Sabato 16 e domenica 17 maggio, il capannino sul molo di ponente si trasformerà in un custode della memoria cittadina. La Fratellanza degli Amici del Molo ha infatti organizzato una mostra di riproduzioni fotografiche tratte da cartoline storiche. Racconteranno a senigalliesi e turisti la spiaggia e il porto tra la fine dell’Ottocento e il Novecento. Ne abbiamo approfittato per fare qualche domanda al presidente Simone Paolini. L’intervista è sarà onda venerdì 15 alle ore 13:10 e alle 20, sabato 16 alle ore 20 e domenica 17 alle ore 17:15 sempre su Radio Duomo Senigallia (95.2 fm).

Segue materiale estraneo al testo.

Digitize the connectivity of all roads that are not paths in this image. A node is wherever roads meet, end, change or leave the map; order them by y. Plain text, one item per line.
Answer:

Le immagini provengono dalle collezioni di Carlo Carletti e Carlo Principi. Le ha digitalizzate lo storico ex presidente Leonardo Leoni. Proprio un mese fa, dopo 21 anni di guida, ha passato il testimone a Simone Paolini. L’archivio esposto rappresenta anche un piccolo miracolo di resilienza e volontariato. I pannelli erano andati distrutti durante l’alluvione del 2022 e sono stati ripristinati grazie all’impegno dei soci e al contributo del Comune.

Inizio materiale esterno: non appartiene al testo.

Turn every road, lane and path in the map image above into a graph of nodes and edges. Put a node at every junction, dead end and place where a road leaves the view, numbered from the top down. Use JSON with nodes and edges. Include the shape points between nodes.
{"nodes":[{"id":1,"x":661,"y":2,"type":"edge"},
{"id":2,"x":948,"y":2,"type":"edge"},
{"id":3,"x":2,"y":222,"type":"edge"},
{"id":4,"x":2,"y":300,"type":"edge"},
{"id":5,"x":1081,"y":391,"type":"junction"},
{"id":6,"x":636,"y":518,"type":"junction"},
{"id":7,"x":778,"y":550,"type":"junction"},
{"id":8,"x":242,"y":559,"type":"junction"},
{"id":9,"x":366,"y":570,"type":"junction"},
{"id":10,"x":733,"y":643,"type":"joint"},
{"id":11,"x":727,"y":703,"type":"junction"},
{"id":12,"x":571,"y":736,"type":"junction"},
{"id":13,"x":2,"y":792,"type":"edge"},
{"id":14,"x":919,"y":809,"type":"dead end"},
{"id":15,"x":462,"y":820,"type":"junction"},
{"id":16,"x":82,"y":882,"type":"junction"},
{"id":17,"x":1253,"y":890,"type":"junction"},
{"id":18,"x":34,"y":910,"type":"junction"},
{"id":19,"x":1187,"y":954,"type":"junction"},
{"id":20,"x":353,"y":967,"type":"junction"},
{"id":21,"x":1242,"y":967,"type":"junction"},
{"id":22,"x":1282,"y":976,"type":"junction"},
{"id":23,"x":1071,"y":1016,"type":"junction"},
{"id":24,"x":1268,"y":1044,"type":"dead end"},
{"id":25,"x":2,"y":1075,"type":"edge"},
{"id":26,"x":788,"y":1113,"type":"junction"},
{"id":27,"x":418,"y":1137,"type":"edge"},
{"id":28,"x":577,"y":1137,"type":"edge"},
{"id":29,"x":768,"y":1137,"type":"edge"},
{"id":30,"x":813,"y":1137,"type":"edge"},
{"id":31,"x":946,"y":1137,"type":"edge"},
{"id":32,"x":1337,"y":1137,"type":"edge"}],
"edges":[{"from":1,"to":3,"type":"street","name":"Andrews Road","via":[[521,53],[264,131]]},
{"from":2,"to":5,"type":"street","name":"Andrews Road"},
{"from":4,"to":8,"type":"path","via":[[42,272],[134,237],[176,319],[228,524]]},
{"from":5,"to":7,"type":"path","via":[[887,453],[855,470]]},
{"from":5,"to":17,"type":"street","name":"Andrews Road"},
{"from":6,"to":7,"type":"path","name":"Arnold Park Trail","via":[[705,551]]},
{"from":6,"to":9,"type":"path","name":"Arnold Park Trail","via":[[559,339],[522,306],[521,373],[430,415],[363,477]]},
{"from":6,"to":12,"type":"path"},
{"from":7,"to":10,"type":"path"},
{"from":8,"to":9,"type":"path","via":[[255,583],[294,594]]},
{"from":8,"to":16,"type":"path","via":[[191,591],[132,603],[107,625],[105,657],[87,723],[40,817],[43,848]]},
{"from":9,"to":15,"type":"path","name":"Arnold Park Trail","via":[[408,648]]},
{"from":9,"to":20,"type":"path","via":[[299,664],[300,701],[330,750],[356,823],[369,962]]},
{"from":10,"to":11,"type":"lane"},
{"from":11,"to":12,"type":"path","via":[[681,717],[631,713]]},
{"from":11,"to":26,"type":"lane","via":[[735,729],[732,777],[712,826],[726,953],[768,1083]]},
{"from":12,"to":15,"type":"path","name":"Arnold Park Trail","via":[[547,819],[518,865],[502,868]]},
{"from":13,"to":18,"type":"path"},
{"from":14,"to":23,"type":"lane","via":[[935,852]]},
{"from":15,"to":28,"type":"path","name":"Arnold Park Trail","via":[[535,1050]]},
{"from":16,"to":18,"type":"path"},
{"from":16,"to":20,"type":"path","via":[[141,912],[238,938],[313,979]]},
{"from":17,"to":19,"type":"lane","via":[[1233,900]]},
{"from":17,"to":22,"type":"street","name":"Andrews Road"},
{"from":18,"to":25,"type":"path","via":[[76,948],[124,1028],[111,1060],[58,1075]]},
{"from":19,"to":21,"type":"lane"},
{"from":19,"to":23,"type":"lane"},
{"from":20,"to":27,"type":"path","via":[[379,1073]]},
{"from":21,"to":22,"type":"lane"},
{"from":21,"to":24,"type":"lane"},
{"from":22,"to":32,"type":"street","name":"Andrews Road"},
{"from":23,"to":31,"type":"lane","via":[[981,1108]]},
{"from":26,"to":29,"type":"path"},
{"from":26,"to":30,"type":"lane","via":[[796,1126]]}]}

Le cartoline offrono uno spaccato affascinante dei mutamenti sociali e di costume della città. Ma testimoniano anche la metamorfosi urbanistica del porto. Fino agli anni ’80 era un luogo produttivo, mentre oggi è un’area turistica, per rilsassarsi e fare attività all’aperto. Andando indietro fino ai primi del ‘900, il porto era sostanzialmente all’altezza dei portici Ercolani. Le imbarcazioni a vela ormeggiavano sotto l’albergo Roma. Non c’era il taglio della statale Adriatica. Immagini ben distanti dalla realtà di oggi determinata in gran parte dallo sviluppo della città anche in termini economici e demografici così come a livello di infrastrutture e viabilità.
Guardando al futuro, la fratellanza degli Amici del Molo continuano a investire sulle scuole, offrendo attività ludico-didattiche. I laboratori richiamano tutto il mondo marinaro, come la costruzione di barchette con legno di recupero e vela al terzo o da trabaccolo. Ma c’è un secondo fine: è quello di avvicinare i giovani anche alla memoria di ciò che c’è stato a Senigallia e dare opportunità anche di un ricambio generazionale.
Grandi novità sono previste anche per la sede. Dopo anni di annunci, finalmente nei primi mesi del 2027 dovrebbero partire i lavori di ristrutturazione del capannino. Verrà rifatto mantenendo la tipologia attuale con la vetrata. Continuerà quindi una casa di vetro, trasparente e accogliente, custode della tradizione marittima senigalliese.
Nel frattempo, la mostra “La spiaggia e il porto di Senigallia – Immaginie documenti da fine ‘800 a metà ‘900” sarà aperta al pubblico il 16 e 17 maggio, la mattina dalle 10:30 alle 12:30 e il pomeriggio dalle 16:30 alle 19:30, presso il capannino degli Amici del Molo.